[Saved entries]

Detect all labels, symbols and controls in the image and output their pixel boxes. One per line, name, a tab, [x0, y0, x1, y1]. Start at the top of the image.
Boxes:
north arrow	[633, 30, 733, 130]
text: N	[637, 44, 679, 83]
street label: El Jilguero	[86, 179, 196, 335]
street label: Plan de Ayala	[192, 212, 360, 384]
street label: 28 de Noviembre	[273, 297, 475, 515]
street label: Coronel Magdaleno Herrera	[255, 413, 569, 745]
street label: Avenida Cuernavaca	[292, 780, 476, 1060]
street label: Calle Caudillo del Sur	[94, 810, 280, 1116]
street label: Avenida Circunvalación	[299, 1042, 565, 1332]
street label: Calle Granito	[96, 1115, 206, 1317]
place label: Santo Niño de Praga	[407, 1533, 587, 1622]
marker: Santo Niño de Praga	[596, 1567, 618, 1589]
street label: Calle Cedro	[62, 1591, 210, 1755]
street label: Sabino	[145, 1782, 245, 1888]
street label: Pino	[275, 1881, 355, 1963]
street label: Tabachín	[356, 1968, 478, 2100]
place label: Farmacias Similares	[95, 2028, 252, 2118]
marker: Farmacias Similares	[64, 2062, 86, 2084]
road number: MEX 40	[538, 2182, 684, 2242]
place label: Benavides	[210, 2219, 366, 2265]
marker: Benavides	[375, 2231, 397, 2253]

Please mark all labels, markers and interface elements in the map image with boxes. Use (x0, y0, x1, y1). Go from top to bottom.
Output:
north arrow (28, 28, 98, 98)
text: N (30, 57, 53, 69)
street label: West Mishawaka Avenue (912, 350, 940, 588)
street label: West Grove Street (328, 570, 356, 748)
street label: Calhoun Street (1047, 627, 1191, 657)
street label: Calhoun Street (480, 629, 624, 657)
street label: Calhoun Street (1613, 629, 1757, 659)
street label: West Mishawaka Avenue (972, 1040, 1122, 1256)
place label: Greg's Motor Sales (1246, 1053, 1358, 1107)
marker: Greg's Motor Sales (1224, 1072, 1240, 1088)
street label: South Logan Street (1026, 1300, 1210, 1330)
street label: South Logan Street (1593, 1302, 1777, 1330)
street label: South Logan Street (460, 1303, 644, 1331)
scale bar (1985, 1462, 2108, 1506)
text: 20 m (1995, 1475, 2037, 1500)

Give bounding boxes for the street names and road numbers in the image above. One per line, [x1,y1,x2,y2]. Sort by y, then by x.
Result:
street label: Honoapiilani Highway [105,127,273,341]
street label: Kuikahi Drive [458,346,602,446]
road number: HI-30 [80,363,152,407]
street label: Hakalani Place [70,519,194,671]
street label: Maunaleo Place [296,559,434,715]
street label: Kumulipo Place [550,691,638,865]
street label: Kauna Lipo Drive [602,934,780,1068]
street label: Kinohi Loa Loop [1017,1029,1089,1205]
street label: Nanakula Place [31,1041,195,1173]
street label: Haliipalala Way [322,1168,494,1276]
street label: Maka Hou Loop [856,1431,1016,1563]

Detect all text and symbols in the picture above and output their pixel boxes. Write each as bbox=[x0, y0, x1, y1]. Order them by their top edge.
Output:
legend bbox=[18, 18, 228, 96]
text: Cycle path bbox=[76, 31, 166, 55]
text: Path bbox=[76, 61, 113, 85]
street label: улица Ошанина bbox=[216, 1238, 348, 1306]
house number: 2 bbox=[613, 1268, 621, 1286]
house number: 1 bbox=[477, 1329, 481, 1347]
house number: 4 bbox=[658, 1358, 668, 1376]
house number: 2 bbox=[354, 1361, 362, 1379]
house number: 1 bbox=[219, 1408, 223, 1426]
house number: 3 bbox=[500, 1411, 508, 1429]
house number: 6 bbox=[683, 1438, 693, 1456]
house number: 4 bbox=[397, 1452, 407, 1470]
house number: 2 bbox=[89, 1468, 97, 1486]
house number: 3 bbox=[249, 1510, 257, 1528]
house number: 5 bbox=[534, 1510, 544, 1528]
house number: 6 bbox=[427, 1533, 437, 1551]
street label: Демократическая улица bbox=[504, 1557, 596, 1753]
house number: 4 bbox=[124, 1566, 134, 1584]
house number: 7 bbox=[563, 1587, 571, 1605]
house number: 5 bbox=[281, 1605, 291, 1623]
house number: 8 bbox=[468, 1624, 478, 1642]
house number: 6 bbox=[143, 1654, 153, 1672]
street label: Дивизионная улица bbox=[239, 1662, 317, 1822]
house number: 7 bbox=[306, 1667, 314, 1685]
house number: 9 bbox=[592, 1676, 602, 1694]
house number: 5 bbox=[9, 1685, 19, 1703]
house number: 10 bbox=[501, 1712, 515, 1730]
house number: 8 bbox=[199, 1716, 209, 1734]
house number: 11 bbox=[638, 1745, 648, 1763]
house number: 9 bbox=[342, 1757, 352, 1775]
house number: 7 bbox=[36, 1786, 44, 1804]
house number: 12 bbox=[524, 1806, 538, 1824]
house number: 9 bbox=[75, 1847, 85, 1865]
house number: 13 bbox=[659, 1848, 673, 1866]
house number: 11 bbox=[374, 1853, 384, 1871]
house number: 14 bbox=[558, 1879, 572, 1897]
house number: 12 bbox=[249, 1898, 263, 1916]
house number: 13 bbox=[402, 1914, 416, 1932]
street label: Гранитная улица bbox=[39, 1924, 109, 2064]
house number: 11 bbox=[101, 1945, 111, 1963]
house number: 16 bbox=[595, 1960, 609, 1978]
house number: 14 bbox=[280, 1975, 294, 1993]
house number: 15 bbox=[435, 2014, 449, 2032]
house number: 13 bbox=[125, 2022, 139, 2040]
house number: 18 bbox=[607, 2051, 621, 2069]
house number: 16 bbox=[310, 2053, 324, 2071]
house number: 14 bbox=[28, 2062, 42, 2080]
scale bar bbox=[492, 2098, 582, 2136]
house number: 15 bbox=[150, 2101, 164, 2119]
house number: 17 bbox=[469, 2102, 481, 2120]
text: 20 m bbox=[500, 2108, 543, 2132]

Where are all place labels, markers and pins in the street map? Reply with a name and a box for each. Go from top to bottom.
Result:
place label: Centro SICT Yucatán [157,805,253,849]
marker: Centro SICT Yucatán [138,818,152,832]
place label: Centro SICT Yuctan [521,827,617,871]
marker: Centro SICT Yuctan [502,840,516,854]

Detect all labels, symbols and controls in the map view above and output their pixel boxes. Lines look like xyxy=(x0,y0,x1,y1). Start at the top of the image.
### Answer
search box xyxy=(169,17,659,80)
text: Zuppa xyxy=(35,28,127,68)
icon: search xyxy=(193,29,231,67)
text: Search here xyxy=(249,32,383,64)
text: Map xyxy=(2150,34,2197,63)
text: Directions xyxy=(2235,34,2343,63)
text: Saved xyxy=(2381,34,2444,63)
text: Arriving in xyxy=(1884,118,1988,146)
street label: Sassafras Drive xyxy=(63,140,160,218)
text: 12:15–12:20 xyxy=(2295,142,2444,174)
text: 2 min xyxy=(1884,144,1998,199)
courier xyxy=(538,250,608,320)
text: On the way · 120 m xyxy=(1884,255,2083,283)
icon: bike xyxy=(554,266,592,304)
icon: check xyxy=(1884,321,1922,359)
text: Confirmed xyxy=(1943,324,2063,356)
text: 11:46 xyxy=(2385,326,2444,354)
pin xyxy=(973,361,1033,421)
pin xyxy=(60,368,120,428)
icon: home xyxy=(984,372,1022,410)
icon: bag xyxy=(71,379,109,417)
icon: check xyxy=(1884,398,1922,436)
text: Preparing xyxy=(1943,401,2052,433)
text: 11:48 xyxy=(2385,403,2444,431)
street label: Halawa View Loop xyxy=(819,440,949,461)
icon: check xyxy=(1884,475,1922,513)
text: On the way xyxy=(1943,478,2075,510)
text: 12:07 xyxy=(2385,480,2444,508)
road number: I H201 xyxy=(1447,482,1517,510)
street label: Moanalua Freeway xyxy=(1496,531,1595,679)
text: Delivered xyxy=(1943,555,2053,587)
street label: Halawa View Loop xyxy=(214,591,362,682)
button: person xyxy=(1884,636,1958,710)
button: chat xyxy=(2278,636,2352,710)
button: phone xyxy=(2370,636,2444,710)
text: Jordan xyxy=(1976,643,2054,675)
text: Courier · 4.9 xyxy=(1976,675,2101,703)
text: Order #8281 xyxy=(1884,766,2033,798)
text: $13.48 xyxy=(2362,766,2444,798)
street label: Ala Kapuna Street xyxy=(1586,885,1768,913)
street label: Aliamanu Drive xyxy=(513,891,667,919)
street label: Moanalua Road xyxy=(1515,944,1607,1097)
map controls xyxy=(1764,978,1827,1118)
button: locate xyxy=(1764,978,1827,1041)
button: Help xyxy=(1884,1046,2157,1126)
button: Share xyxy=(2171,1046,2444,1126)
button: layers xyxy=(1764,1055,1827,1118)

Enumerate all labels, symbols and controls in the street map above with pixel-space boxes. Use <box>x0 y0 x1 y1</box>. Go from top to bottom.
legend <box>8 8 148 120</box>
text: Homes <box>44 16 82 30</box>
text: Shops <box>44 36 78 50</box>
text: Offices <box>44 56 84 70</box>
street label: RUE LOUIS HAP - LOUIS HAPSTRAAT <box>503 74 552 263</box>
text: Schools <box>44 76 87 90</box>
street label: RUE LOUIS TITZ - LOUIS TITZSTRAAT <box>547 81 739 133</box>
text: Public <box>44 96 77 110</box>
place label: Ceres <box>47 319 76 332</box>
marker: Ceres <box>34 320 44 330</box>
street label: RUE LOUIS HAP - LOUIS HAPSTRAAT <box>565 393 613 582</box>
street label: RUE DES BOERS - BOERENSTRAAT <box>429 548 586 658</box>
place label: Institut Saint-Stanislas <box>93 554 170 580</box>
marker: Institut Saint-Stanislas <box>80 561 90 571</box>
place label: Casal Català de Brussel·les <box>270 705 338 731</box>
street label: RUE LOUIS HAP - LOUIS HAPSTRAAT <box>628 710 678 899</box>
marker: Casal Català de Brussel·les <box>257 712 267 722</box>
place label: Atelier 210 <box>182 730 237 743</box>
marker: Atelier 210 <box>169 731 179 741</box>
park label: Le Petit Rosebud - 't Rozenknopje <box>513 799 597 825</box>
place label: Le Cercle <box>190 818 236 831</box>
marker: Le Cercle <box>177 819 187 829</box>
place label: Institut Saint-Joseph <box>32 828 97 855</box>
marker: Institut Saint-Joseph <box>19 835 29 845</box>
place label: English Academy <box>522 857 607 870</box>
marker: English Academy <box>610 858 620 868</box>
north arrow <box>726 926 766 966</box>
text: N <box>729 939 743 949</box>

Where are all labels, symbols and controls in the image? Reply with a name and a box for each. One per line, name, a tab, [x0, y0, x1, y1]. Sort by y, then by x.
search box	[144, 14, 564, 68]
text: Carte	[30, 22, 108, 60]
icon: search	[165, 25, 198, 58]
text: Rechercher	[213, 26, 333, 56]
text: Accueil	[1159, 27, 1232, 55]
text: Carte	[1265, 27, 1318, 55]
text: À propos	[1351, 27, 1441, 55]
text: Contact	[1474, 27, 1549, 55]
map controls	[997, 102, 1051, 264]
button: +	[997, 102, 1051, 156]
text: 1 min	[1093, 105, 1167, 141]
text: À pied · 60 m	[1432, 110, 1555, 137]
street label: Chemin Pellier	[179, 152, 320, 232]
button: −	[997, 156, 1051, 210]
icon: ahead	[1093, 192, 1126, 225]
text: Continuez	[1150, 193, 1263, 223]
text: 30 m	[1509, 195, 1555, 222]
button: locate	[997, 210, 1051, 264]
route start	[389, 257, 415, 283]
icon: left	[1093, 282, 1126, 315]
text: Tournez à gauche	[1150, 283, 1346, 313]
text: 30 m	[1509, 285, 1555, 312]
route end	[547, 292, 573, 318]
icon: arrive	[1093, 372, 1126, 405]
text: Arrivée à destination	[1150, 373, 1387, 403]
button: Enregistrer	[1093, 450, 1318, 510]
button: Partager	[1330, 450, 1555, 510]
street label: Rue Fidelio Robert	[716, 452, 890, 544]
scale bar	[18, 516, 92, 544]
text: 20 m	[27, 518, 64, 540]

▸ Work required
Filter the entries above and keep only the lines with the word "Cercle".

▸ Finished exercise
place label: Le Cercle <box>190 818 236 831</box>
marker: Le Cercle <box>177 819 187 829</box>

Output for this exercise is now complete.